Notable changes include:
-
New features:
- HIP compiler back-end added to support AMD GPUs. Usage is essentially the same as for CUDA. Note that this feature is considered a work-in-progress and not yet production ready. It is undocumented, but noted here, for friendly users who would like to try it out.
- Updated version of camp third-party library, which includes variety of portability fixes. Most users should not need to concern themselves with the details of camp.
- Added new tutorial material and exercises.
- Documentation improvements.
-
API Changes:
- None.
-
Build changes/improvements:
- RAJA version number is now accessible as #define macro variable constants so that users who need to parameterize their code to support multiple RAJA versions can do this more easily. See the file RAJA/include/RAJA/config.hpp for details. RAJA version numbers are also experted as CMake variables.
- Added support to link to external camp library. By default, the camp git submodule will be used. If you prefer to use a different version of camp, set the RAJA CMake variable 'EXTERNAL_CAMP_SOURCE_DIR' to the location of the desired camp directory.
- BLT submodule (CMake-based build system) has been updated to latest BLT release (v0.3.0). The release contains a new version of GoogleTest, which required us to modify our use of gtest macros and our own testing macros. For the most part, this change should be invisible to users.
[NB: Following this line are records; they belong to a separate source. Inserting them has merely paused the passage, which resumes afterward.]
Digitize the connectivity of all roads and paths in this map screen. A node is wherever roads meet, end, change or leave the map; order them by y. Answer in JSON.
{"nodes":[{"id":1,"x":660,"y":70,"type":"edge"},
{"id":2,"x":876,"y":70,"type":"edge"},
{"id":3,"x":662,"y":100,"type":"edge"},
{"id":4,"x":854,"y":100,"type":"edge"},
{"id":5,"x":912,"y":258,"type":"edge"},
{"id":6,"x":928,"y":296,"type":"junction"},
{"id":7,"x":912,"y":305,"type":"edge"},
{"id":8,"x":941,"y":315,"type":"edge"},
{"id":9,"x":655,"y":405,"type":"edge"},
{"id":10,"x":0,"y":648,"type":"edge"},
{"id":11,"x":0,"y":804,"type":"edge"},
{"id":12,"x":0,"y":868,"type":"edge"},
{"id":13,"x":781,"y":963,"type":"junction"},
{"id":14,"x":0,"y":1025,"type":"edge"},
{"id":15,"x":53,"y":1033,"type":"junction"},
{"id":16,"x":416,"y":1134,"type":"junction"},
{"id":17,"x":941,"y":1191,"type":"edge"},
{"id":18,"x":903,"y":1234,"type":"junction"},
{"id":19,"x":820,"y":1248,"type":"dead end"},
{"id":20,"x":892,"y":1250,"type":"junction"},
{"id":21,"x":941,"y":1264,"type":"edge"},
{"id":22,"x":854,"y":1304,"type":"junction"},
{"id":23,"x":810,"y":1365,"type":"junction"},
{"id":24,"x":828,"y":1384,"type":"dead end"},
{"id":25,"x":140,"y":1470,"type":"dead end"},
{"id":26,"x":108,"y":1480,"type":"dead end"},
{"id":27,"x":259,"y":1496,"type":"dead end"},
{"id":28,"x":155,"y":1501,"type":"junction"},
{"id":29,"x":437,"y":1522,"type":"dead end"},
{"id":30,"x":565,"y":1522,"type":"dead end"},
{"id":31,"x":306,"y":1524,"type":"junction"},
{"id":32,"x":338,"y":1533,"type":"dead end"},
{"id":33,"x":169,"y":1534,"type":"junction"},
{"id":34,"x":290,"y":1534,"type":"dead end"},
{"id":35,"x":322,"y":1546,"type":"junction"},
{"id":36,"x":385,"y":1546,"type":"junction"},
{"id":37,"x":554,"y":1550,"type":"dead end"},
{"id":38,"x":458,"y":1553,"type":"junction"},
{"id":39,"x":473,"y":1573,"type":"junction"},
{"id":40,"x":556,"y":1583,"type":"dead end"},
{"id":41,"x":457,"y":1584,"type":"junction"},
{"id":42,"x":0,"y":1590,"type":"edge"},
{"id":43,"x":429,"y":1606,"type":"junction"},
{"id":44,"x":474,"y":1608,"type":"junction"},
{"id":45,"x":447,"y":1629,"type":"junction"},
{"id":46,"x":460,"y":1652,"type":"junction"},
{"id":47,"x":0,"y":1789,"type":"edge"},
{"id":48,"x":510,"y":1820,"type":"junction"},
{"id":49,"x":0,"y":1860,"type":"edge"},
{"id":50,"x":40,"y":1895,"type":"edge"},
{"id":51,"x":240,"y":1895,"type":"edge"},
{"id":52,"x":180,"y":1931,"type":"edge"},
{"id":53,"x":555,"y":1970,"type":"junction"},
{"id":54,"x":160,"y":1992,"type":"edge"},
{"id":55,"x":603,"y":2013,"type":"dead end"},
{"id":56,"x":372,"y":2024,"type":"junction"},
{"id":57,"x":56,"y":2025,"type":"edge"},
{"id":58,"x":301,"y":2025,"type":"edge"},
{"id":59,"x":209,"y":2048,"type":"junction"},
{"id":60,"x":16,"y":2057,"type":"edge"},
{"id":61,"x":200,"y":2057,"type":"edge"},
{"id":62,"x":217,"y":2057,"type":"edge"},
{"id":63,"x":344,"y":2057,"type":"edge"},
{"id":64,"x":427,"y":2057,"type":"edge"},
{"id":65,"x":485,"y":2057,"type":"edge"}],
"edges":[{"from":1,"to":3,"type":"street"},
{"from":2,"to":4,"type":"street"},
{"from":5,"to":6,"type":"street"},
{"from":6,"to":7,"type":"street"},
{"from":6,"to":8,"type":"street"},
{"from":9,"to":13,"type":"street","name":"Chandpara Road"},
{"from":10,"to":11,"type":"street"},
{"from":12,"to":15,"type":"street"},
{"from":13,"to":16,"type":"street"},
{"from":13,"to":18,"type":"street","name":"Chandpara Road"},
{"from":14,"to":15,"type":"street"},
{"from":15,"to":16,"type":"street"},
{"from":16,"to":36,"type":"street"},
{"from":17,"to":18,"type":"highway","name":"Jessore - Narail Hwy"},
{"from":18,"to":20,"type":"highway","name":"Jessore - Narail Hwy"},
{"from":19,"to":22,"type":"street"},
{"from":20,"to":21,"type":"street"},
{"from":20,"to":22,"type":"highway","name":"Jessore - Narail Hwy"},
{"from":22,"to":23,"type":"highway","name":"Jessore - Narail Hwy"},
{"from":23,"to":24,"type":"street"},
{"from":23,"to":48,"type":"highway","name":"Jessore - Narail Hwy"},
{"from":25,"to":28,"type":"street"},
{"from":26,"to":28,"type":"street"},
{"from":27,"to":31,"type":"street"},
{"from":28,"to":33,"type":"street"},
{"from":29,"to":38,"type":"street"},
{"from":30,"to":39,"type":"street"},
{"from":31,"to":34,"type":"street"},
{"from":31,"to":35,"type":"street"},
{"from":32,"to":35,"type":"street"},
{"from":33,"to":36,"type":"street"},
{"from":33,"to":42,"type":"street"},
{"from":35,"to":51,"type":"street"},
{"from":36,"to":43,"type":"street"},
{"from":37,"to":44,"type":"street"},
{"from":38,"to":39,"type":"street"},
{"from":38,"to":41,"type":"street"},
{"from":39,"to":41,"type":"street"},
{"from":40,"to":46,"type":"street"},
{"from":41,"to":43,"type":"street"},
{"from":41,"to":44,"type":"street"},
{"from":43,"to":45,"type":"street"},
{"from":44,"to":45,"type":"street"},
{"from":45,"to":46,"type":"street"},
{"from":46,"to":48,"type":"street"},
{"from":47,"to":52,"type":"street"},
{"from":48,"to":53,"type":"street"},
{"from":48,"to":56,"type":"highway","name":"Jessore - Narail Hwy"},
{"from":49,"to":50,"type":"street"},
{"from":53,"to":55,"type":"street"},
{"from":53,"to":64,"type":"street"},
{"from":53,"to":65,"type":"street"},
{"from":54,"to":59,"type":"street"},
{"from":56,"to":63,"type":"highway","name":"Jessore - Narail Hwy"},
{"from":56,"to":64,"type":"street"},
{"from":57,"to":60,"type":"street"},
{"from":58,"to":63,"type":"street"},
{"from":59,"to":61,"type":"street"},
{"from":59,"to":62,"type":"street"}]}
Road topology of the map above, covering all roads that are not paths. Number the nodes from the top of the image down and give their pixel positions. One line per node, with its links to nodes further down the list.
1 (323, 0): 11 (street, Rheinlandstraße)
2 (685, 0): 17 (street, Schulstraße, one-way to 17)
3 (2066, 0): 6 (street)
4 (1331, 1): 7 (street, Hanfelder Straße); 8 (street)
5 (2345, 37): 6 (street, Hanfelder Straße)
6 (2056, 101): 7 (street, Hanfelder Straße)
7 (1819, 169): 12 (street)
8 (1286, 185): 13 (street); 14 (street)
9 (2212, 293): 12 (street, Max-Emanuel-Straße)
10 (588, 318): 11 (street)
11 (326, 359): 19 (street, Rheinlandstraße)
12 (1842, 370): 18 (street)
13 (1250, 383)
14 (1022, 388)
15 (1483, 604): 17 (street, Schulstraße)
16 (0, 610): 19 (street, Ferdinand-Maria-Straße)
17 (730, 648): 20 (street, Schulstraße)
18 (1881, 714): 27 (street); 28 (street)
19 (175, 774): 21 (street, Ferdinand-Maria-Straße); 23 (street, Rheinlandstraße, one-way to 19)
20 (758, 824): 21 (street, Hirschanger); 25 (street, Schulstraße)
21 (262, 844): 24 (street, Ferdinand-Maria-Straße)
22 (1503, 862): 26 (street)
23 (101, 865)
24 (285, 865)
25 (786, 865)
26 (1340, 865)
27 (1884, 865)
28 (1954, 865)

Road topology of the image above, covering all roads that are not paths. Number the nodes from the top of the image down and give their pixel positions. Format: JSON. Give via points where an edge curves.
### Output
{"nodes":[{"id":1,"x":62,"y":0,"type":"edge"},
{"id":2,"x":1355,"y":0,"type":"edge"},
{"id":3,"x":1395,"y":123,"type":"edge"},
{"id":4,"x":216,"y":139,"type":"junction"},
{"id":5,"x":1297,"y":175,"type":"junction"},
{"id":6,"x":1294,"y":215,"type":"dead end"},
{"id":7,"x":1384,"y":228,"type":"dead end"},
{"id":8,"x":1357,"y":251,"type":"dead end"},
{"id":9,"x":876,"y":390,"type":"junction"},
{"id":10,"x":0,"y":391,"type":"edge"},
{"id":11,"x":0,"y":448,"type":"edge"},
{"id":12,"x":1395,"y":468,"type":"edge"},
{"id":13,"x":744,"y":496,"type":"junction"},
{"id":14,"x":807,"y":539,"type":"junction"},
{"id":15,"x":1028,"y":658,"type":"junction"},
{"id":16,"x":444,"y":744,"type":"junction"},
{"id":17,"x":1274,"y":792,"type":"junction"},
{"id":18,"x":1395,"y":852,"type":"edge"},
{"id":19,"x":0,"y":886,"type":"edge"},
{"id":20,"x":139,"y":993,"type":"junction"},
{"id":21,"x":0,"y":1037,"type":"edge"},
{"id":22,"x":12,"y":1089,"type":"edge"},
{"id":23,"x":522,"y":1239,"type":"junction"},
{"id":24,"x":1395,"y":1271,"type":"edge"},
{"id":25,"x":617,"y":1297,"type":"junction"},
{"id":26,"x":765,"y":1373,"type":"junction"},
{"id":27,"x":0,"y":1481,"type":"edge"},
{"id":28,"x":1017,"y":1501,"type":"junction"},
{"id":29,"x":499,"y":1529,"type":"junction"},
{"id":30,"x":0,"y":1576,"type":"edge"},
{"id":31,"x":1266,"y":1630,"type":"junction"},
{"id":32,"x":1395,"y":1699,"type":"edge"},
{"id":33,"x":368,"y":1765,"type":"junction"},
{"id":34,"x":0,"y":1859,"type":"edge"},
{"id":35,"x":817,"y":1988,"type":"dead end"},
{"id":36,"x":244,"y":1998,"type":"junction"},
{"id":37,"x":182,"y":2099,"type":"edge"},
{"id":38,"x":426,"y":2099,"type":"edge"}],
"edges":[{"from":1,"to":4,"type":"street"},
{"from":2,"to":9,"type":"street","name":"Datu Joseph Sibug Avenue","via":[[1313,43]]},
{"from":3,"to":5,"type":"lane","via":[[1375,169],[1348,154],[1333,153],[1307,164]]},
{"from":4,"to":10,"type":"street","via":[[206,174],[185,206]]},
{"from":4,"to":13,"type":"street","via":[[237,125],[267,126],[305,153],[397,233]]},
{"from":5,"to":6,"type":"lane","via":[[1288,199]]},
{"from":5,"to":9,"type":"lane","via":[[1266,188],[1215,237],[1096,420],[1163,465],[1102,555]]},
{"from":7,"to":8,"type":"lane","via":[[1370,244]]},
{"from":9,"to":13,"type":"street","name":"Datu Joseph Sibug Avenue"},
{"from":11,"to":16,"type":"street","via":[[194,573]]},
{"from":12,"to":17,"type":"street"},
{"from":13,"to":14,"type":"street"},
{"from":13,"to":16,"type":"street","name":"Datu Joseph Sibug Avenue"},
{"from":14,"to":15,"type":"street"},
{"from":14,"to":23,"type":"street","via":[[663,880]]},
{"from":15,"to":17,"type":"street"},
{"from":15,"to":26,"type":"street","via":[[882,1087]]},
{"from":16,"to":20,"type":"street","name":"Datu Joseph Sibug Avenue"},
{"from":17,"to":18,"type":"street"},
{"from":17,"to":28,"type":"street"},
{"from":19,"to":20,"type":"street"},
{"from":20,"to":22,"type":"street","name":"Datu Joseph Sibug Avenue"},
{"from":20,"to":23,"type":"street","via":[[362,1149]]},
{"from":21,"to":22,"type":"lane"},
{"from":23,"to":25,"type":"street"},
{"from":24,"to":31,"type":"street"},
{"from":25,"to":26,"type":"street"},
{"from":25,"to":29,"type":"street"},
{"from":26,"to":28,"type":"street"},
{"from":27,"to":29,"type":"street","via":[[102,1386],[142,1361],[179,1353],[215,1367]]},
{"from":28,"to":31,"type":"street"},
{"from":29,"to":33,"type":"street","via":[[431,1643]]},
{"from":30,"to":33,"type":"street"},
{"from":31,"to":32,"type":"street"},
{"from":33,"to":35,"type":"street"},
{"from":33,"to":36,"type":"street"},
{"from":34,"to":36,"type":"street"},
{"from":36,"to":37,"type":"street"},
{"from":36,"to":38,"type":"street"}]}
However, the new GoogleTest does not work with CUDA versions 9.1.x or earlier. Therefore, if you compile RAJA with CUDA enabled and also wish to enable RAJA tests, you must use CUDA 9.2.x or newer.
-
Bug fixes:
- Fixed various issues to make internal implementations more robust, resolved issues with non fully-qualified types in some places, and work arounds for some compiler issues.